И шумно вздохнув, поднял страдальческий взгляд на Бессонова.
– А кто он такой, этот Отелло?.. Он что, тоже в кого-то стрелял?..Поэт и цветок
…Те стихи, вписанные в Катину тетрадь и вызвавшие в девчачьем сообществе сложные чувства – от зависти до презрительной насмешливости, Витька Афанасьев сочинил, можно сказать, по заказу. Катиному, разумеется. Не подозревая, в какую историю втравит его этот поэтический опус.
А было так. Шёл третий день каникул, и близился час, когда к пристани, недавно сколоченной под старым осокорем, чьи обнажившиеся корни упорно подмывала ласковая днестровская волна, должен был в очередной раз пришвартоваться пассажирский катер из Белгород-Днестровского. Посмотреть на то, как он, сипло гудя, взбаламучивая воду, причаливает, как вылетает из-за его борта толстая петля каната, сбегалась вся олонештская ребятня. Торжественный момент этот Витька пропустить не мог и потому отправился на прогулку со своим заметно выросшим щенком, почти псом, по прозвищу Бокс, часа за полтора. И как-то так вышло, что Витькин велосипед, не сворачивая, миновал первый переулок, ведущий к реке, затем второй, только у третьего замедлив ход.

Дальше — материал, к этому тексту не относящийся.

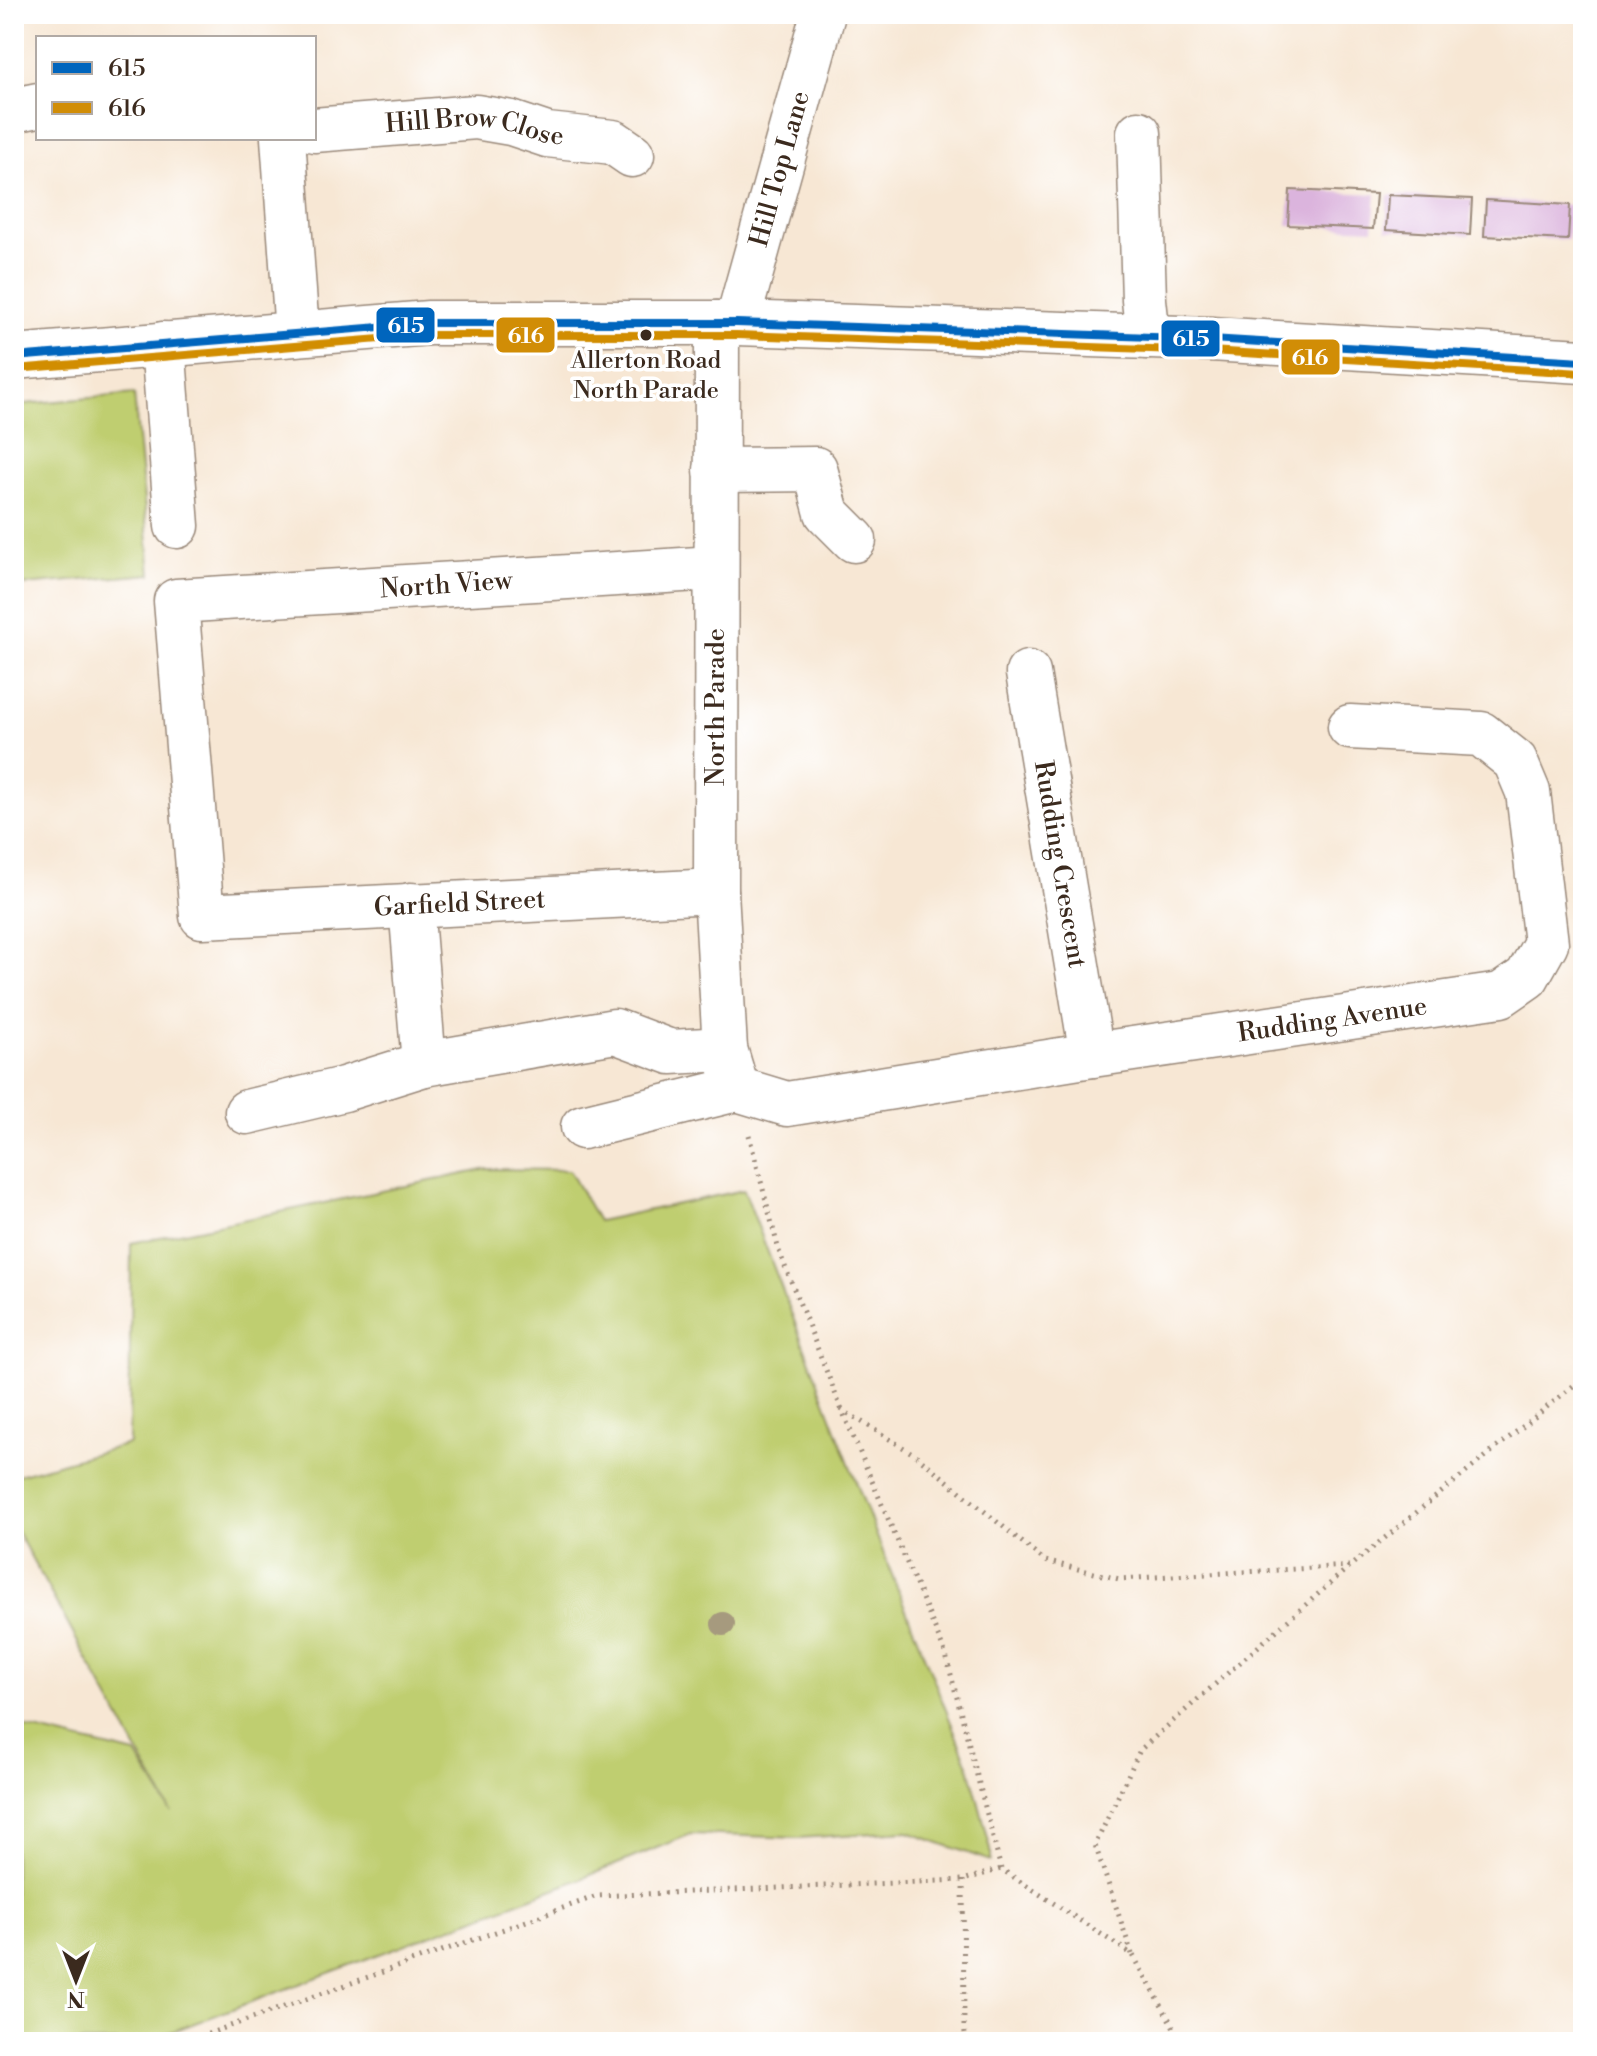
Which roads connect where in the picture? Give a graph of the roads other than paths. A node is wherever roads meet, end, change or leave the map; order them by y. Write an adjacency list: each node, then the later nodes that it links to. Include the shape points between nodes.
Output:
1 (823, 14): 8 (street, Hill Top Lane)
2 (36, 105): 3 (street)
3 (14, 110)
4 (316, 130): 7 (street, Hill Brow Close, via 476,117 547,135 613,142)
5 (1139, 133): 10 (street)
6 (283, 140): 9 (street)
7 (632, 155)
8 (727, 323): 9 (street, via 429,323); 10 (street); 14 (street, North Parade)
9 (297, 333): 11 (street)
10 (1148, 337): 13 (street)
11 (163, 344): 12 (street); 15 (street)
12 (14, 357)
13 (1583, 361)
14 (716, 470): 16 (street, via 815,469 827,513); 17 (street, North Parade)
15 (177, 526)
16 (854, 540)
17 (715, 568): 20 (street, North Parade); 22 (street, North View, via 176,601)
18 (1028, 673): 23 (street, Rudding Crescent)
19 (1350, 727): 23 (street, Rudding Avenue, via 1481,734 1515,761 1528,792 1546,943 1527,977 1501,995)
20 (716, 891): 21 (street, Garfield Street); 25 (street, North Parade)
21 (411, 905): 22 (street, Garfield Street); 24 (street)
22 (202, 916)
23 (1092, 1055): 25 (street, Rudding Avenue, via 787,1104)
24 (424, 1064): 25 (street, via 615,1031); 26 (street)
25 (731, 1069): 27 (street)
26 (247, 1112)
27 (583, 1127)

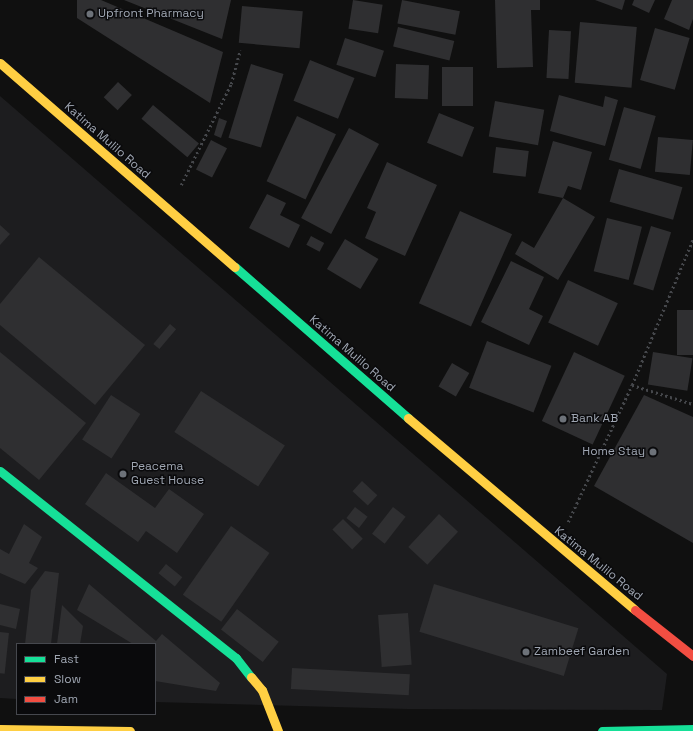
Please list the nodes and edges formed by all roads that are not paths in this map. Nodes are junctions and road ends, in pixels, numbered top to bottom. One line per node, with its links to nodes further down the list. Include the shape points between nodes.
1 (0, 63): 3 (main road, Katima Mulilo Road, via 557,547)
2 (0, 470): 7 (main road, via 236,658 262,690)
3 (693, 656)
4 (693, 728): 8 (main road)
5 (0, 729): 6 (main road)
6 (130, 731)
7 (278, 731)
8 (602, 731)

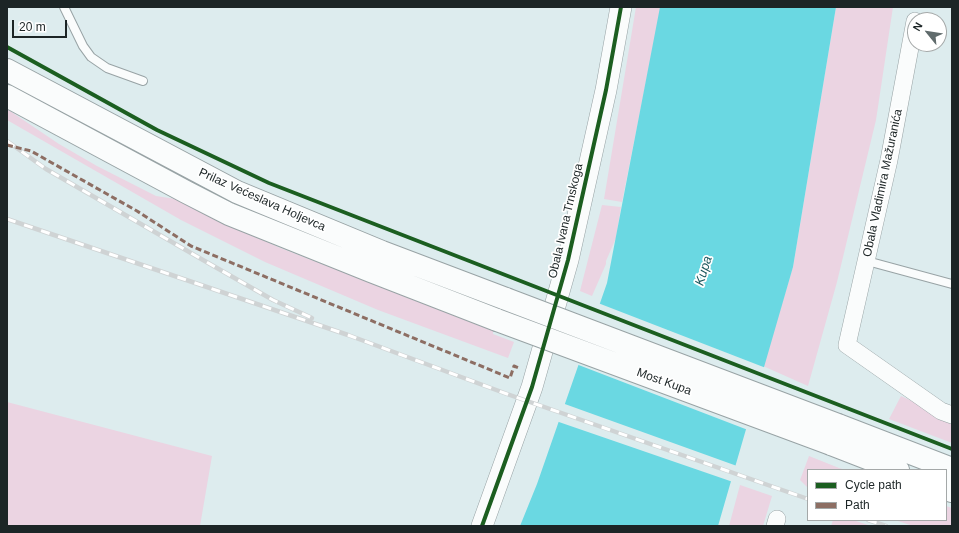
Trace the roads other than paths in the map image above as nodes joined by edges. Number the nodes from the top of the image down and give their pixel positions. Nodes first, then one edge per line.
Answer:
1 (64, 7) edge
2 (621, 7) edge
3 (909, 52) edge
4 (7, 70) edge
5 (143, 81) dead end
6 (7, 96) edge
7 (867, 261) junction
8 (952, 284) edge
9 (506, 299) joint
10 (497, 320) joint
11 (952, 415) edge
12 (835, 435) junction
13 (896, 469) edge
14 (952, 469) edge
15 (482, 526) edge

1 - 5 lane
2 - 15 street, Obala Ivana Trnskoga
3 - 7 street, Obala Vladimira Mažuranića
4 - 9 highway, Prilaz Većeslava Holjevca
6 - 10 highway, Prilaz Većeslava Holjevca
7 - 8 lane
7 - 11 street, Obala Vladimira Mažuranića
9 - 12 highway, Most Kupa, bridge
10 - 12 highway, Most Kupa, bridge
12 - 13 highway
12 - 14 highway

Здесь, в доме, окна которого заслонял вишенник, осыпавший вокруг всё белым цветом, жила Катя Петренко. Она как раз вышла зачем-то на крыльцо, а увидев Афанасьева, засмущалась и хотела было тут же юркнуть обратно. Но Виктор её окликнул. Катя повернула к нему аккуратно убранную голову с пробором и крендельком косичек под затылком, спросила строго:
– Тебе чего, Афанасьев?
Они не виделись с тех пор, как их распустили на каникулы, то есть целых два дня.
– Мы с Боксом гуляем, пошли с нами. И на теплоход посмотрим.
– Так рано же ещё.
– А мы по берегу пройдём, там идти дольше.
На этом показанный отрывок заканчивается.